**Exercise:**
Select the lines of the records containing the word "Write" and list them.

**Given information:**
* * * * * * *

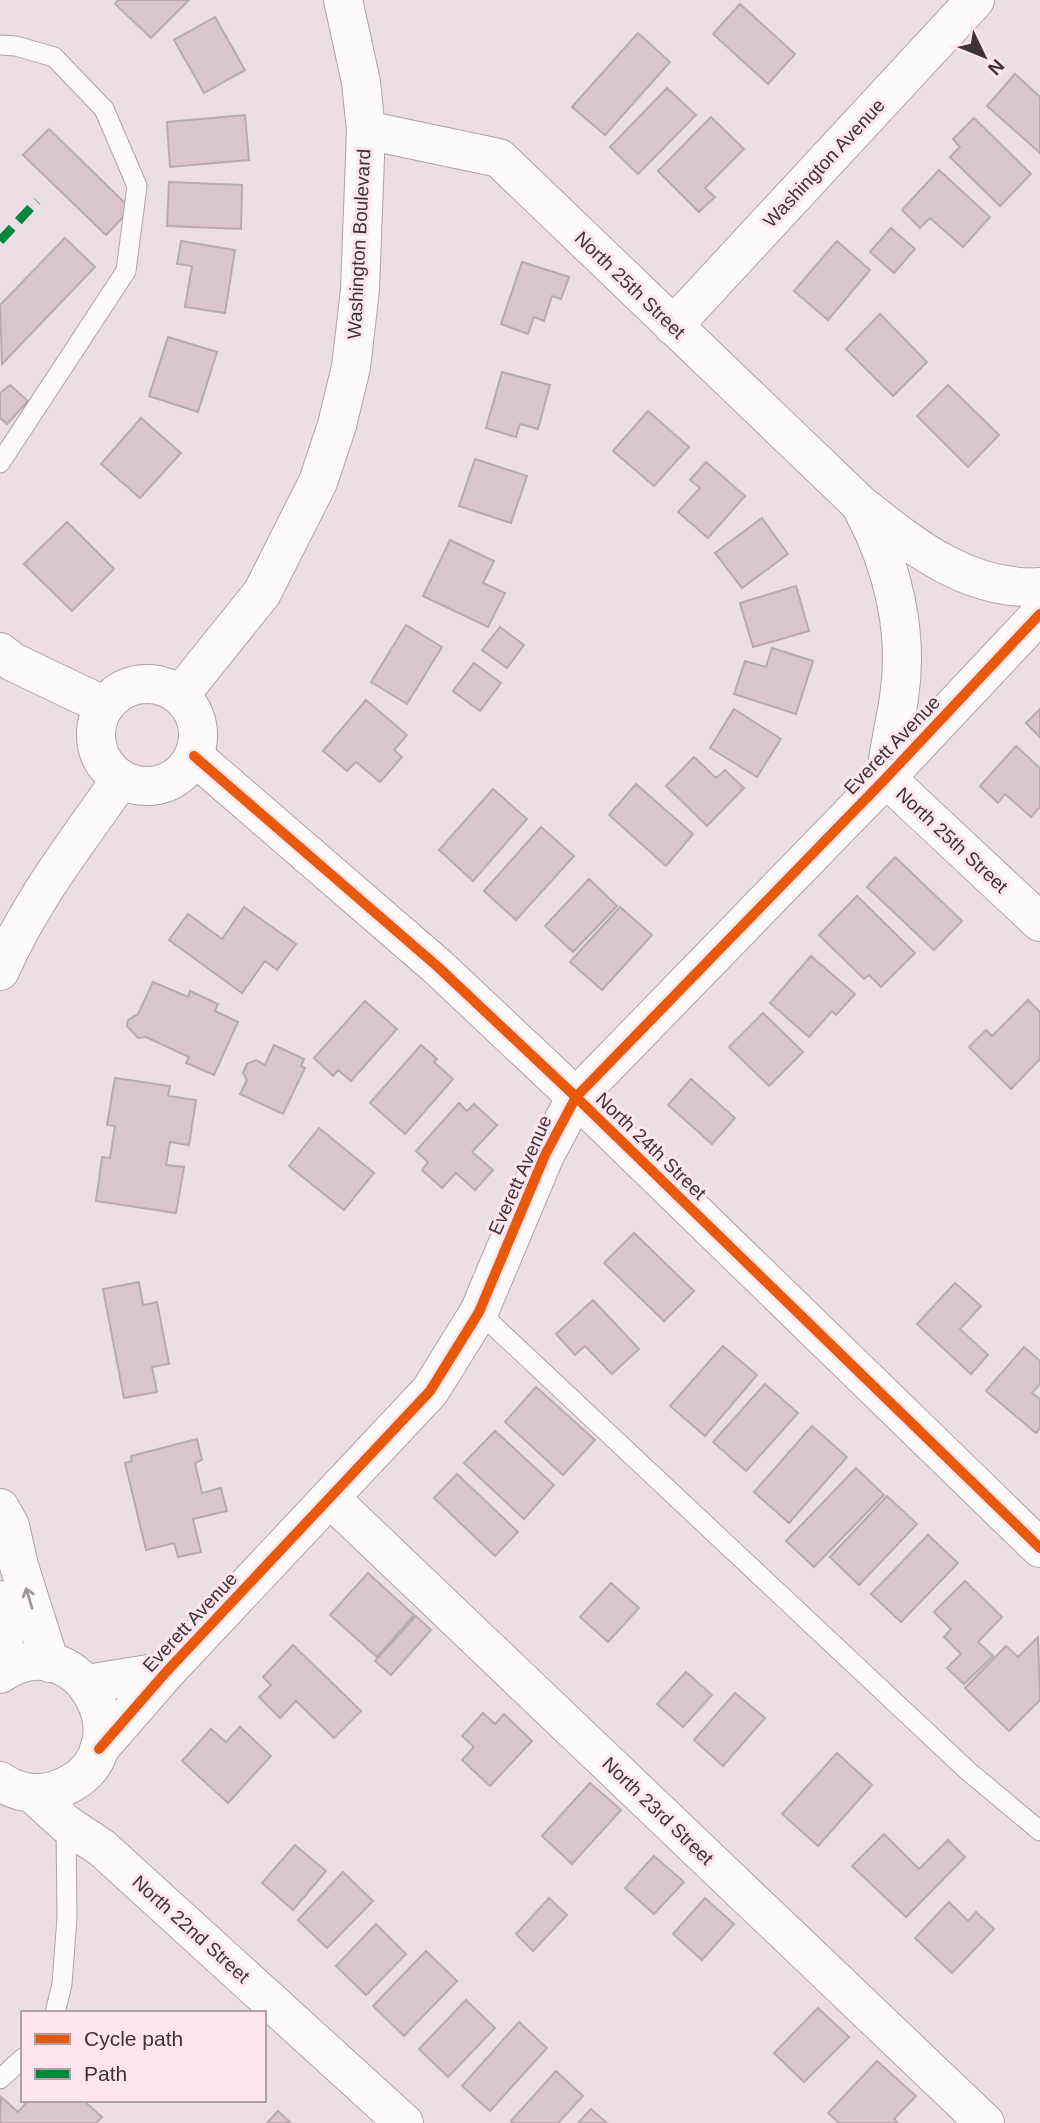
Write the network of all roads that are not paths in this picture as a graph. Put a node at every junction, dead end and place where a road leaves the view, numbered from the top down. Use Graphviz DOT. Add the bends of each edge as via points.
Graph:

* * * * * * *

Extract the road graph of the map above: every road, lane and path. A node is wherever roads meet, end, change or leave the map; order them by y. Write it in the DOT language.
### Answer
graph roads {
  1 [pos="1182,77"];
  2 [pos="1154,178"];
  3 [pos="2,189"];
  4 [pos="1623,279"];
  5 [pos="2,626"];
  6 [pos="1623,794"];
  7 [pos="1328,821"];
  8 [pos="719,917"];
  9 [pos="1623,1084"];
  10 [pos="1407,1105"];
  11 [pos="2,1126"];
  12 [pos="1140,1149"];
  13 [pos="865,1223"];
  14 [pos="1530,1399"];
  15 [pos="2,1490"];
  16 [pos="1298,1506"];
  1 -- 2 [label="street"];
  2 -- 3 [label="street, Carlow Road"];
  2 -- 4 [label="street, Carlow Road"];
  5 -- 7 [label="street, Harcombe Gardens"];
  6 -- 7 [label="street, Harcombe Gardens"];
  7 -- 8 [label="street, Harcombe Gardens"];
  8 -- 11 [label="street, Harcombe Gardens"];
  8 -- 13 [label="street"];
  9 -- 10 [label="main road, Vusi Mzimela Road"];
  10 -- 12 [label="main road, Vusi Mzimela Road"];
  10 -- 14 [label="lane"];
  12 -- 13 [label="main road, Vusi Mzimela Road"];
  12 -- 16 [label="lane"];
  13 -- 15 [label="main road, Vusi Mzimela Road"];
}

* * * * * * *

**Result below:**
Write the network of all roads that are not paths in this picture as a graph. Put a node at every junction, dead end and place where a road leaves the view, numbered from the top down. Use Graphviz DOT. Add the bends of each edge as via points.
Extract the road graph of the map above: every road, lane and path. A node is wherever roads meet, end, change or leave the map; order them by y. Write it in the DOT language.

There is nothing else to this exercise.